• **What the exercise asks**: Return every line of the data that contains the string "roads".

• **Extracted entries**:
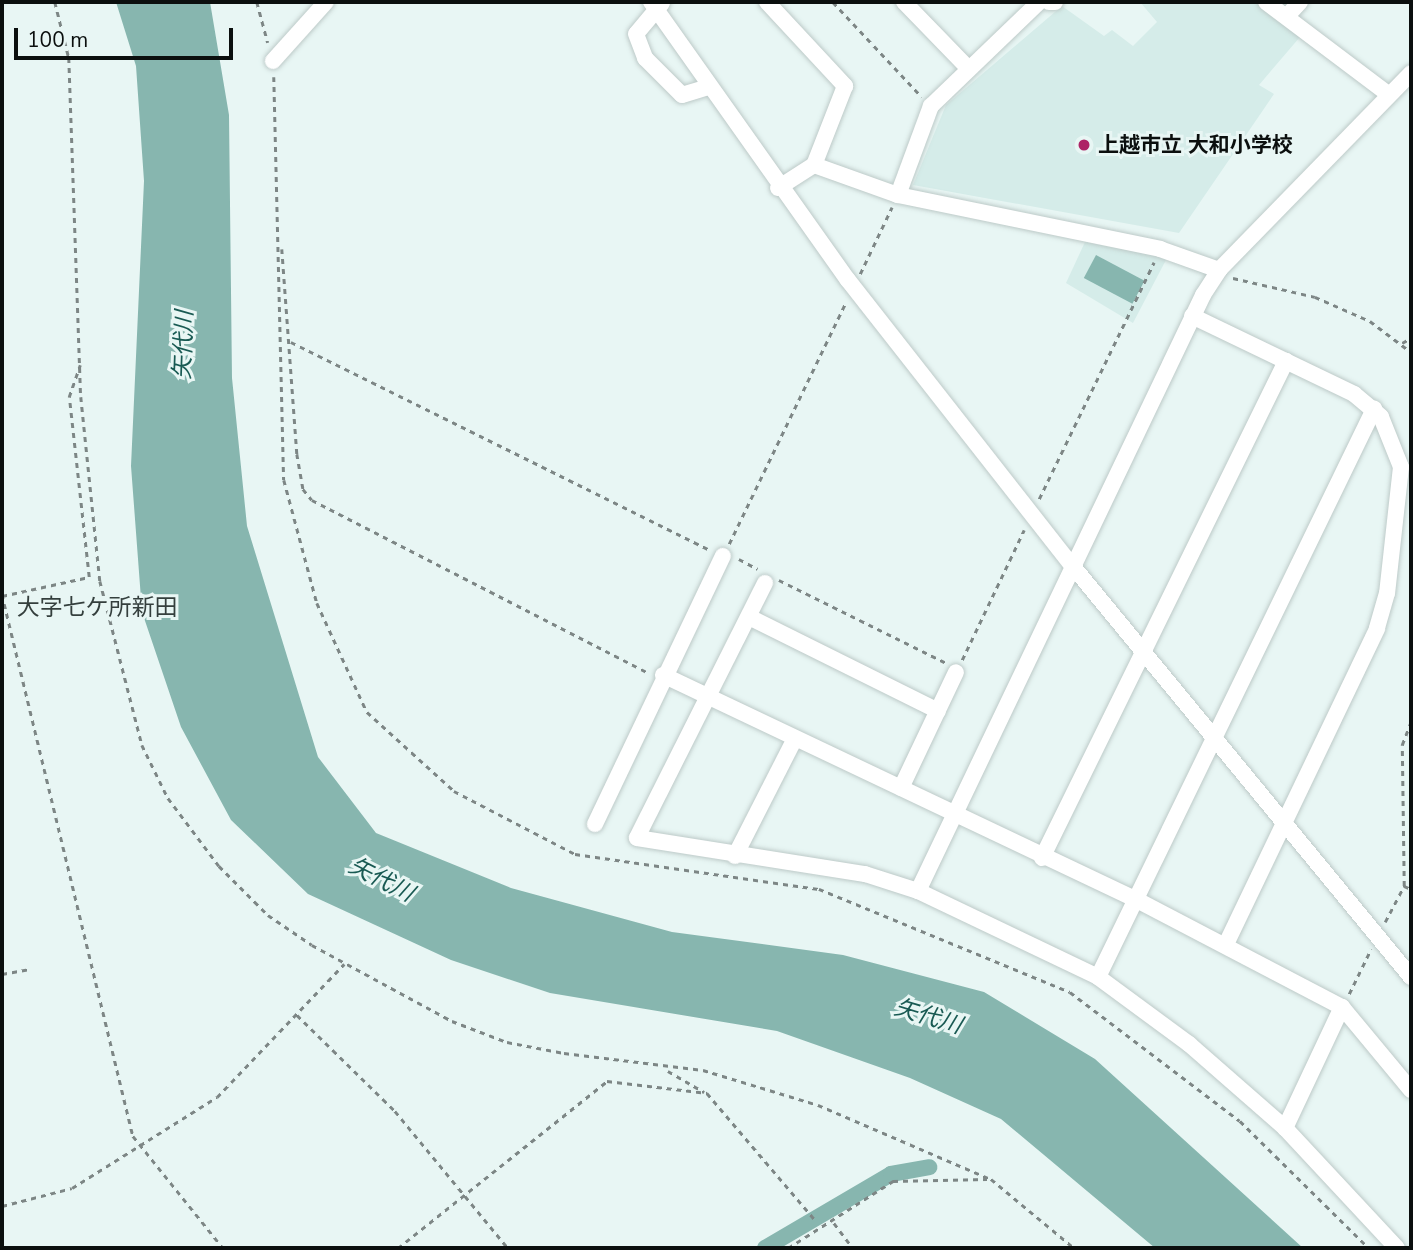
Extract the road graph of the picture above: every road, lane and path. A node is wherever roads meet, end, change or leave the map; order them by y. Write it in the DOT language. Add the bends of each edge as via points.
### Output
graph roads {
  1 [pos="55,2"];
  2 [pos="257,2"];
  3 [pos="326,2"];
  4 [pos="767,2"];
  5 [pos="833,2"];
  6 [pos="904,2"];
  7 [pos="1039,2"];
  8 [pos="1049,2"];
  9 [pos="1055,2"];
  10 [pos="1266,2"];
  11 [pos="1300,2"];
  12 [pos="657,4"];
  13 [pos="1287,16"];
  14 [pos="273,61"];
  15 [pos="969,69"];
  16 [pos="1411,73"];
  17 [pos="709,87"];
  18 [pos="1388,94"];
  19 [pos="931,106"];
  20 [pos="814,165"];
  21 [pos="778,188"];
  22 [pos="898,195"];
  23 [pos="281,242"];
  24 [pos="1160,249"];
  25 [pos="1219,270"];
  26 [pos="856,281"];
  27 [pos="850,293"];
  28 [pos="1192,316"];
  29 [pos="1411,338"];
  30 [pos="291,342"];
  31 [pos="1402,343"];
  32 [pos="1411,352"];
  33 [pos="1286,360"];
  34 [pos="80,363"];
  35 [pos="1374,409"];
  36 [pos="1032,514"];
  37 [pos="724,554"];
  38 [pos="1071,564"];
  39 [pos="767,577"];
  40 [pos="2,595"];
  41 [pos="749,617"];
  42 [pos="1147,650"];
  43 [pos="957,671"];
  44 [pos="662,678"];
  45 [pos="711,696"];
  46 [pos="938,711"];
  47 [pos="1411,721"];
  48 [pos="1214,731"];
  49 [pos="795,738"];
  50 [pos="901,788"];
  51 [pos="957,815"];
  52 [pos="1285,822"];
  53 [pos="595,824"];
  54 [pos="735,856"];
  55 [pos="1042,858"];
  56 [pos="1404,886"];
  57 [pos="1411,889"];
  58 [pos="918,891"];
  59 [pos="1139,901"];
  60 [pos="1377,936"];
  61 [pos="1226,944"];
  62 [pos="344,964"];
  63 [pos="29,969"];
  64 [pos="2,975"];
  65 [pos="1098,977"];
  66 [pos="1411,977"];
  67 [pos="1342,1007"];
  68 [pos="296,1014"];
  69 [pos="665,1069"];
  70 [pos="1411,1090"];
  71 [pos="707,1093"];
  72 [pos="1285,1128"];
  73 [pos="138,1144"];
  74 [pos="991,1180"];
  75 [pos="464,1196"];
  76 [pos="2,1206"];
  77 [pos="815,1220"];
  78 [pos="834,1223"];
  79 [pos="223,1248"];
  80 [pos="398,1248"];
  81 [pos="508,1248"];
  82 [pos="788,1248"];
  83 [pos="853,1248"];
  84 [pos="1074,1248"];
  85 [pos="1369,1248"];
  86 [pos="1396,1248"];
  1 -- 34 [label="path" via="69,58"];
  2 -- 14 [label="path"];
  3 -- 14 [label="street"];
  4 -- 20 [label="street" via="845,86"];
  5 -- 19 [label="path"];
  6 -- 15 [label="street"];
  7 -- 15 [label="street"];
  8 -- 9 [label="street"];
  10 -- 13 [label="street"];
  11 -- 13 [label="street"];
  12 -- 17 [label="street"];
  12 -- 17 [label="street" via="636,34 652,69 682,96"];
  13 -- 18 [label="street"];
  14 -- 23 [label="path"];
  15 -- 19 [label="street"];
  16 -- 18 [label="street"];
  17 -- 21 [label="street"];
  18 -- 25 [label="street" via="1353,139"];
  19 -- 22 [label="street"];
  20 -- 21 [label="street"];
  20 -- 22 [label="street"];
  21 -- 36 [label="street"];
  22 -- 24 [label="street"];
  22 -- 26 [label="path"];
  23 -- 30 [label="path"];
  23 -- 85 [label="path" via="276,349 284,480 339,660 367,712 409,756 454,791 575,854 818,889 1070,992 1240,1121"];
  24 -- 25 [label="street"];
  24 -- 36 [label="path"];
  25 -- 28 [label="street"];
  25 -- 31 [label="path" via="1242,284 1315,297 1370,321"];
  27 -- 37 [label="path"];
  28 -- 33 [label="street"];
  28 -- 38 [label="street"];
  29 -- 31 [label="path"];
  30 -- 37 [label="path"];
  30 -- 44 [label="path" via="297,454 303,489 312,500"];
  31 -- 32 [label="path"];
  33 -- 35 [label="street"];
  33 -- 42 [label="street"];
  34 -- 40 [label="path" via="69,397 89,578"];
  34 -- 62 [label="path" via="100,581 142,744 168,797 219,866 268,915"];
  35 -- 48 [label="street"];
  35 -- 52 [label="street" via="1400,454 1387,593 1377,629"];
  36 -- 38 [label="street"];
  36 -- 43 [label="path"];
  37 -- 39 [label="path"];
  37 -- 44 [label="street"];
  38 -- 42 [label="street"];
  38 -- 51 [label="street"];
  39 -- 41 [label="street"];
  39 -- 43 [label="path"];
  40 -- 73 [label="path"];
  41 -- 45 [label="street"];
  41 -- 46 [label="street"];
  42 -- 48 [label="street"];
  42 -- 55 [label="street"];
  43 -- 46 [label="street"];
  44 -- 45 [label="street"];
  44 -- 53 [label="street"];
  45 -- 49 [label="street"];
  45 -- 54 [label="street" via="637,838"];
  46 -- 50 [label="street"];
  47 -- 56 [label="path" via="1402,745"];
  48 -- 52 [label="street"];
  48 -- 59 [label="street"];
  49 -- 50 [label="street"];
  49 -- 54 [label="street"];
  50 -- 51 [label="street"];
  51 -- 55 [label="street"];
  51 -- 58 [label="street"];
  52 -- 60 [label="street"];
  52 -- 61 [label="street"];
  54 -- 58 [label="street" via="865,874"];
  55 -- 59 [label="street"];
  56 -- 57 [label="path"];
  56 -- 60 [label="path"];
  58 -- 65 [label="street"];
  59 -- 61 [label="street"];
  59 -- 65 [label="street"];
  60 -- 66 [label="street"];
  60 -- 67 [label="path"];
  61 -- 67 [label="street"];
  62 -- 68 [label="path"];
  62 -- 69 [label="path" via="507,1042"];
  63 -- 64 [label="path"];
  65 -- 72 [label="street" via="1189,1044"];
  67 -- 70 [label="street"];
  67 -- 72 [label="street"];
  68 -- 73 [label="path" via="217,1097"];
  68 -- 75 [label="path" via="395,1111"];
  69 -- 71 [label="path"];
  69 -- 74 [label="path" via="703,1070 818,1105"];
  71 -- 75 [label="path" via="607,1081"];
  71 -- 77 [label="path"];
  72 -- 86 [label="street"];
  73 -- 76 [label="path" via="72,1188"];
  73 -- 79 [label="path"];
  74 -- 78 [label="path" via="893,1181"];
  74 -- 84 [label="path" via="1029,1205"];
  75 -- 80 [label="path"];
  75 -- 81 [label="path"];
  78 -- 82 [label="path"];
  78 -- 83 [label="path"];
}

• **Response to the task**:
Extract the road graph of the picture above: every road, lane and path. A node is wherever roads meet, end, change or leave the map; order them by y. Write it in the DOT language. Add the bends of each edge as via points.
graph roads {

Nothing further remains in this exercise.